++++ PROVIDED DATA

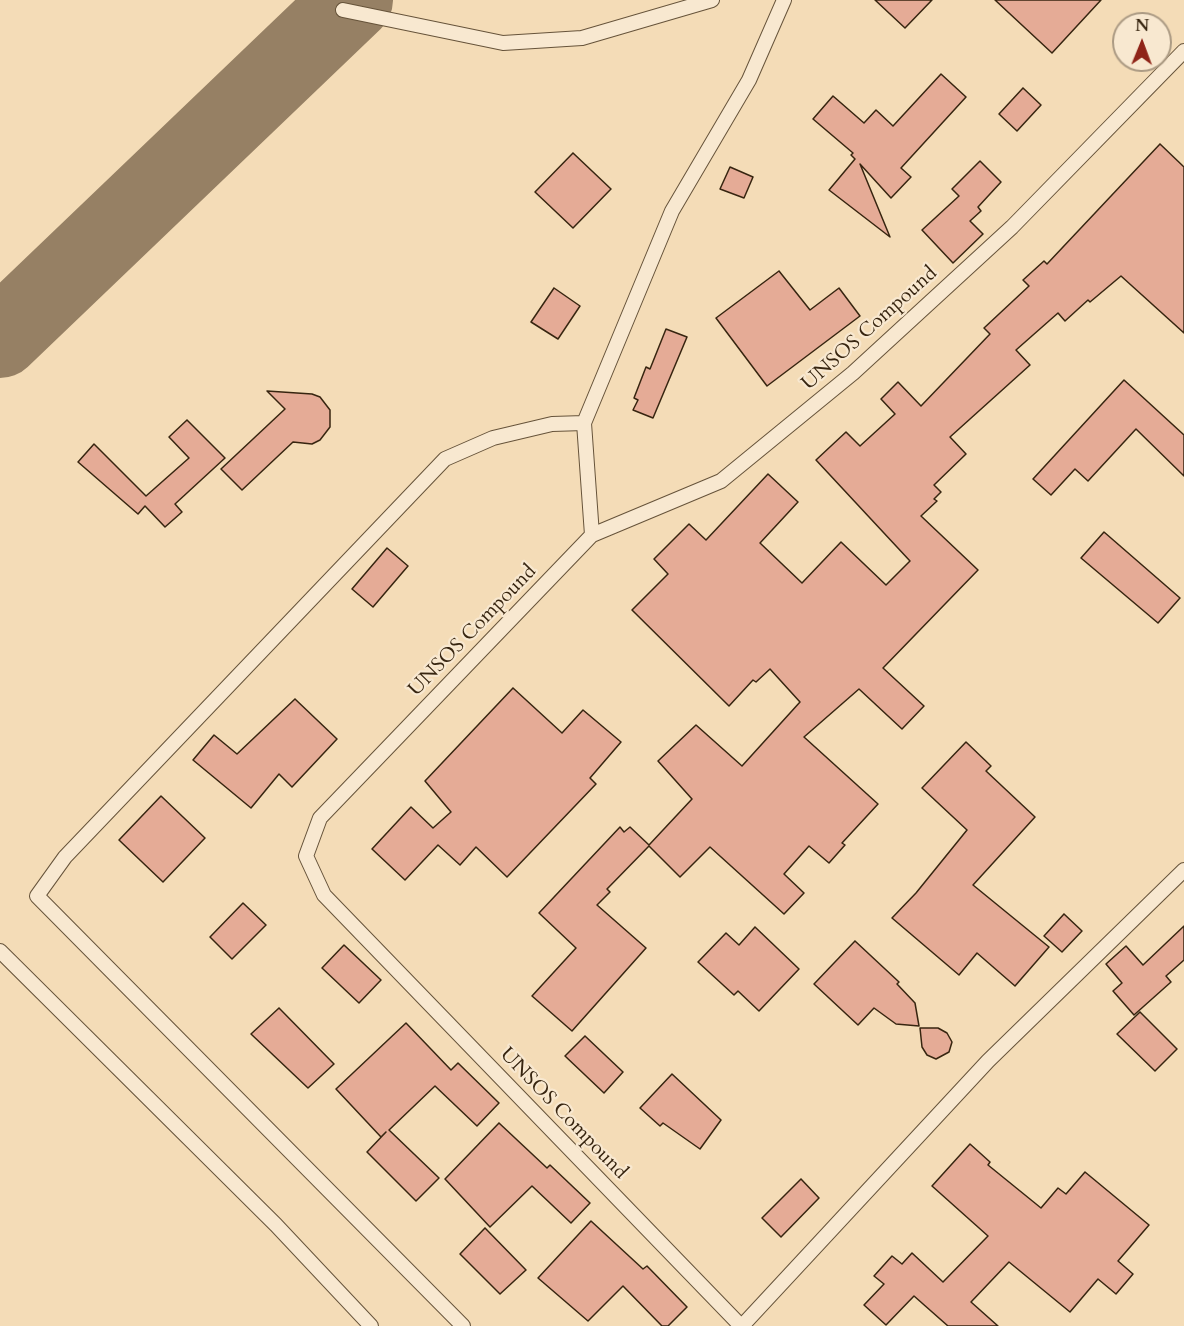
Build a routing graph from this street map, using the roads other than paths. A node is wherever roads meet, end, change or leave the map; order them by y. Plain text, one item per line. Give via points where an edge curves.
1 (712, 0) edge
2 (783, 0) edge
3 (343, 10) dead end
4 (1184, 51) edge
5 (584, 423) junction
6 (592, 535) junction
7 (1184, 870) edge
8 (0, 951) edge
9 (371, 1326) edge
10 (463, 1326) edge
11 (742, 1326) edge

1 - 3 lane via 582,38 502,43
2 - 5 lane via 749,80 672,211
4 - 6 lane, UNSOS Compound via 1012,227 853,373 721,481
5 - 6 lane
5 - 10 lane via 552,424 493,438 445,459 65,857 37,897
6 - 11 lane, UNSOS Compound via 320,818 306,856 324,895
7 - 11 lane via 988,1061
8 - 9 lane via 276,1225

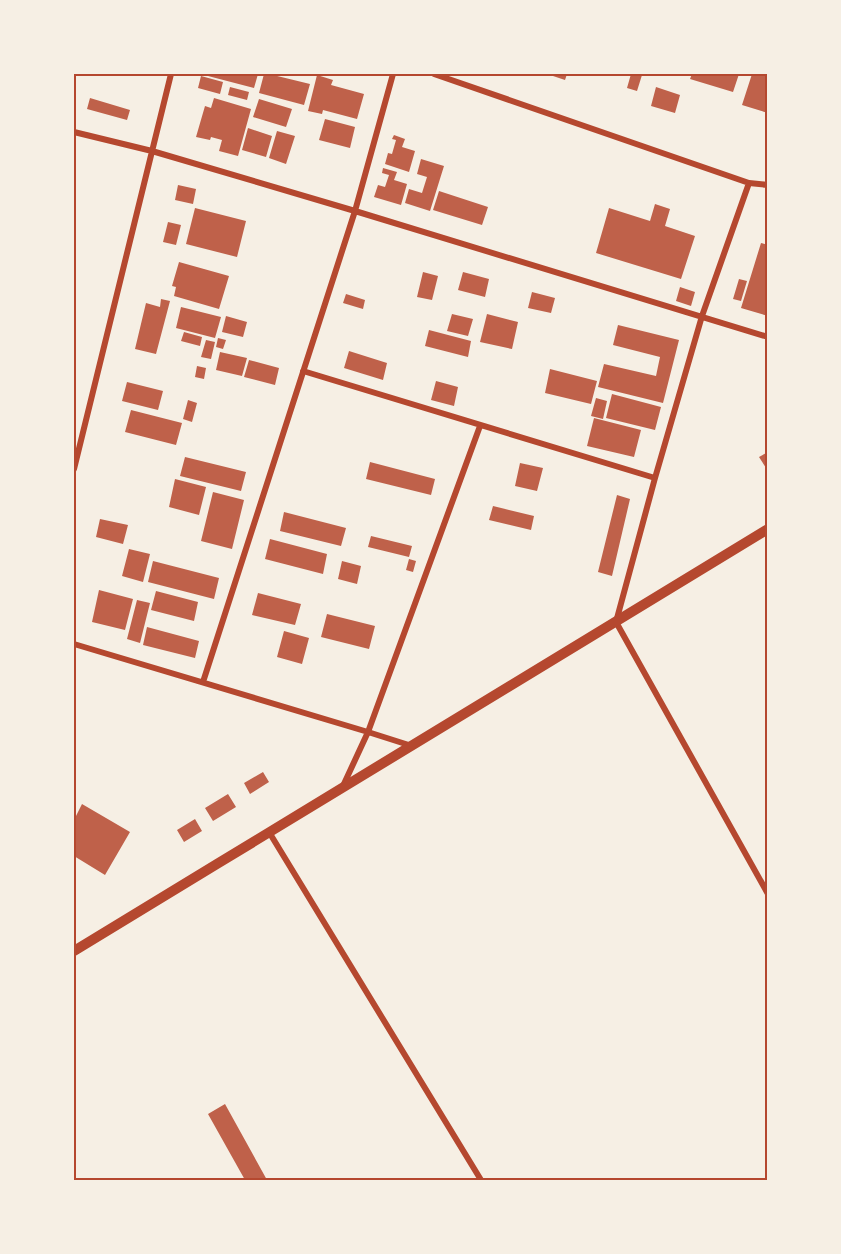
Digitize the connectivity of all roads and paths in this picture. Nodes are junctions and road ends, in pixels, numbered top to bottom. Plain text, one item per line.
1 (171, 74) edge
2 (393, 74) edge
3 (434, 74) edge
4 (74, 132) edge
5 (152, 151) junction
6 (749, 183) junction
7 (768, 185) edge
8 (355, 211) junction
9 (702, 316) junction
10 (768, 337) edge
11 (303, 371) junction
12 (480, 426) junction
13 (74, 469) edge
14 (654, 478) junction
15 (768, 529) edge
16 (616, 622) junction
17 (74, 644) edge
18 (203, 682) junction
19 (368, 732) junction
20 (412, 747) junction
21 (343, 787) junction
22 (269, 832) junction
23 (768, 894) edge
24 (74, 951) edge
25 (481, 1180) edge

1 - 5 street
2 - 8 street
3 - 6 street
4 - 5 street
5 - 8 street
5 - 13 street
6 - 7 street
6 - 9 street
8 - 9 street
8 - 11 street
9 - 10 street
9 - 14 street
11 - 12 street
11 - 18 street
12 - 14 street
12 - 19 street
14 - 16 street
15 - 16 street
16 - 20 street
16 - 23 street
17 - 18 street
18 - 19 street
19 - 20 street
19 - 21 street
20 - 21 street
21 - 22 street
22 - 24 street
22 - 25 street

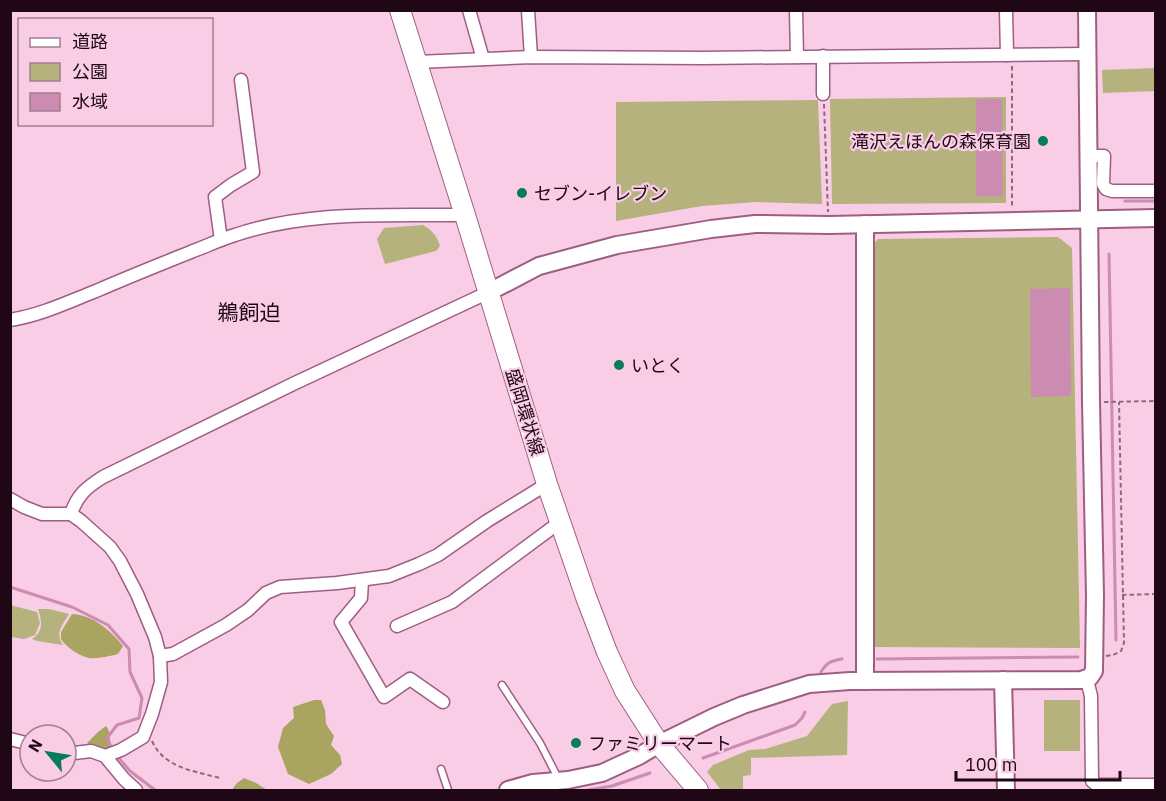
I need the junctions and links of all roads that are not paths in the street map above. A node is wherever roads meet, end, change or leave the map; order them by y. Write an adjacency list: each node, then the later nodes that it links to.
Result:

++++++++

▶ [ACTIVITY]
Set down all entries above again, exactly, without images.

▶ [TASK RESULT]
Build a routing graph from this street map, using the roads other than paths. A node is wherever roads meet, end, change or leave the map; order them by y. Plain text, one item per line. Give via points where an edge curves.
1 (712, 0) edge
2 (783, 0) edge
3 (343, 10) dead end
4 (1184, 51) edge
5 (584, 423) junction
6 (592, 535) junction
7 (1184, 870) edge
8 (0, 951) edge
9 (371, 1326) edge
10 (463, 1326) edge
11 (742, 1326) edge

1 - 3 lane via 582,38 502,43
2 - 5 lane via 749,80 672,211
4 - 6 lane, UNSOS Compound via 1012,227 853,373 721,481
5 - 6 lane
5 - 10 lane via 552,424 493,438 445,459 65,857 37,897
6 - 11 lane, UNSOS Compound via 320,818 306,856 324,895
7 - 11 lane via 988,1061
8 - 9 lane via 276,1225

Digitize the connectivity of all roads and paths in this picture. Nodes are junctions and road ends, in pixels, numbered top to bottom. Plain text, one item per line.
1 (171, 74) edge
2 (393, 74) edge
3 (434, 74) edge
4 (74, 132) edge
5 (152, 151) junction
6 (749, 183) junction
7 (768, 185) edge
8 (355, 211) junction
9 (702, 316) junction
10 (768, 337) edge
11 (303, 371) junction
12 (480, 426) junction
13 (74, 469) edge
14 (654, 478) junction
15 (768, 529) edge
16 (616, 622) junction
17 (74, 644) edge
18 (203, 682) junction
19 (368, 732) junction
20 (412, 747) junction
21 (343, 787) junction
22 (269, 832) junction
23 (768, 894) edge
24 (74, 951) edge
25 (481, 1180) edge

1 - 5 street
2 - 8 street
3 - 6 street
4 - 5 street
5 - 8 street
5 - 13 street
6 - 7 street
6 - 9 street
8 - 9 street
8 - 11 street
9 - 10 street
9 - 14 street
11 - 12 street
11 - 18 street
12 - 14 street
12 - 19 street
14 - 16 street
15 - 16 street
16 - 20 street
16 - 23 street
17 - 18 street
18 - 19 street
19 - 20 street
19 - 21 street
20 - 21 street
21 - 22 street
22 - 24 street
22 - 25 street

I need the junctions and links of all roads that are not paths in the street map above. A node is wherever roads meet, end, change or leave the map; order them by y. Write an adjacency list: each node, then the later nodes that it links to.
Result:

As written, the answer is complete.